ASSIGNMENT:
Please reproduce the data in full, exactly as it stands.

(Extracted records)
★ ★ ★ ★ ★ ★ ★
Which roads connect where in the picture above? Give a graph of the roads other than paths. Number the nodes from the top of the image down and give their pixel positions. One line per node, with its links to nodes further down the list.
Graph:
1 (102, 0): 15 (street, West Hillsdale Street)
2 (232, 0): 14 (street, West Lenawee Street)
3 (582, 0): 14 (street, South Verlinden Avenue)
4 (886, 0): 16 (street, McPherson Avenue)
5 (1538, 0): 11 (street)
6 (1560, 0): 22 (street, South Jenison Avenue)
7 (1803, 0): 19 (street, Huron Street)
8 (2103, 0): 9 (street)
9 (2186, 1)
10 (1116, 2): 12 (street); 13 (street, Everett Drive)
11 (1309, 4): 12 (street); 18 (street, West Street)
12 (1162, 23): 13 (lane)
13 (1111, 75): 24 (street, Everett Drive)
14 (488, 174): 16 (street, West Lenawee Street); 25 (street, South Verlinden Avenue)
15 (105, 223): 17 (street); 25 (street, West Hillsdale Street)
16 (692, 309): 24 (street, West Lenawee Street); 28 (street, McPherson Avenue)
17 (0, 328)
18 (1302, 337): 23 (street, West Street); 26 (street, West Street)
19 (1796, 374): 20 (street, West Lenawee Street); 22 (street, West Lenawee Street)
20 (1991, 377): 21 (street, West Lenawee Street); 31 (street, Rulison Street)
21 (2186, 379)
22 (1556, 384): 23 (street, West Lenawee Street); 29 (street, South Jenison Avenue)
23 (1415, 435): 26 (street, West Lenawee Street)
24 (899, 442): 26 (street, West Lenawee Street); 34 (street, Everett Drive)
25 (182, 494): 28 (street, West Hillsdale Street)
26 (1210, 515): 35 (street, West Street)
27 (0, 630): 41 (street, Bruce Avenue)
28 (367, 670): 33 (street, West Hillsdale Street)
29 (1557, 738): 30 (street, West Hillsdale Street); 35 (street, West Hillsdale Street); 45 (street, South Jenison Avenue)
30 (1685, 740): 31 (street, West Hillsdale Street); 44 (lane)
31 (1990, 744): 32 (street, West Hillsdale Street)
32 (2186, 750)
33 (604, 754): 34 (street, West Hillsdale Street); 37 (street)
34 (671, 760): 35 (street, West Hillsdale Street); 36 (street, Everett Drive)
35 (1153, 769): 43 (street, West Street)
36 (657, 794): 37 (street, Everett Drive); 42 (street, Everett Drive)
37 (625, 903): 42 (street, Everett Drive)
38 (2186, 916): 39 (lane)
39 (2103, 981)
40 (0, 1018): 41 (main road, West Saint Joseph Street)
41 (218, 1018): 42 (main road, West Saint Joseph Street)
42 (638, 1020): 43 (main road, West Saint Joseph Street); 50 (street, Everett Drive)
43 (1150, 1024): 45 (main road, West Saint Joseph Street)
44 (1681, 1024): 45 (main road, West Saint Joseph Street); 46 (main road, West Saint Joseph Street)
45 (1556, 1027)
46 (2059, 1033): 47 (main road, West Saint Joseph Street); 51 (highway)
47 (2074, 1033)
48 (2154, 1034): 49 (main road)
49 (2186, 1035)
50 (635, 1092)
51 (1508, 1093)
★ ★ ★ ★ ★ ★ ★
EXERCISE RESULT:
Which roads connect where in the picture above? Give a graph of the roads other than paths. Number the nodes from the top of the image down and give their pixel positions. One line per node, with its links to nodes further down the list.
Graph:
1 (102, 0): 15 (street, West Hillsdale Street)
2 (232, 0): 14 (street, West Lenawee Street)
3 (582, 0): 14 (street, South Verlinden Avenue)
4 (886, 0): 16 (street, McPherson Avenue)
5 (1538, 0): 11 (street)
6 (1560, 0): 22 (street, South Jenison Avenue)
7 (1803, 0): 19 (street, Huron Street)
8 (2103, 0): 9 (street)
9 (2186, 1)
10 (1116, 2): 12 (street); 13 (street, Everett Drive)
11 (1309, 4): 12 (street); 18 (street, West Street)
12 (1162, 23): 13 (lane)
13 (1111, 75): 24 (street, Everett Drive)
14 (488, 174): 16 (street, West Lenawee Street); 25 (street, South Verlinden Avenue)
15 (105, 223): 17 (street); 25 (street, West Hillsdale Street)
16 (692, 309): 24 (street, West Lenawee Street); 28 (street, McPherson Avenue)
17 (0, 328)
18 (1302, 337): 23 (street, West Street); 26 (street, West Street)
19 (1796, 374): 20 (street, West Lenawee Street); 22 (street, West Lenawee Street)
20 (1991, 377): 21 (street, West Lenawee Street); 31 (street, Rulison Street)
21 (2186, 379)
22 (1556, 384): 23 (street, West Lenawee Street); 29 (street, South Jenison Avenue)
23 (1415, 435): 26 (street, West Lenawee Street)
24 (899, 442): 26 (street, West Lenawee Street); 34 (street, Everett Drive)
25 (182, 494): 28 (street, West Hillsdale Street)
26 (1210, 515): 35 (street, West Street)
27 (0, 630): 41 (street, Bruce Avenue)
28 (367, 670): 33 (street, West Hillsdale Street)
29 (1557, 738): 30 (street, West Hillsdale Street); 35 (street, West Hillsdale Street); 45 (street, South Jenison Avenue)
30 (1685, 740): 31 (street, West Hillsdale Street); 44 (lane)
31 (1990, 744): 32 (street, West Hillsdale Street)
32 (2186, 750)
33 (604, 754): 34 (street, West Hillsdale Street); 37 (street)
34 (671, 760): 35 (street, West Hillsdale Street); 36 (street, Everett Drive)
35 (1153, 769): 43 (street, West Street)
36 (657, 794): 37 (street, Everett Drive); 42 (street, Everett Drive)
37 (625, 903): 42 (street, Everett Drive)
38 (2186, 916): 39 (lane)
39 (2103, 981)
40 (0, 1018): 41 (main road, West Saint Joseph Street)
41 (218, 1018): 42 (main road, West Saint Joseph Street)
42 (638, 1020): 43 (main road, West Saint Joseph Street); 50 (street, Everett Drive)
43 (1150, 1024): 45 (main road, West Saint Joseph Street)
44 (1681, 1024): 45 (main road, West Saint Joseph Street); 46 (main road, West Saint Joseph Street)
45 (1556, 1027)
46 (2059, 1033): 47 (main road, West Saint Joseph Street); 51 (highway)
47 (2074, 1033)
48 (2154, 1034): 49 (main road)
49 (2186, 1035)
50 (635, 1092)
51 (1508, 1093)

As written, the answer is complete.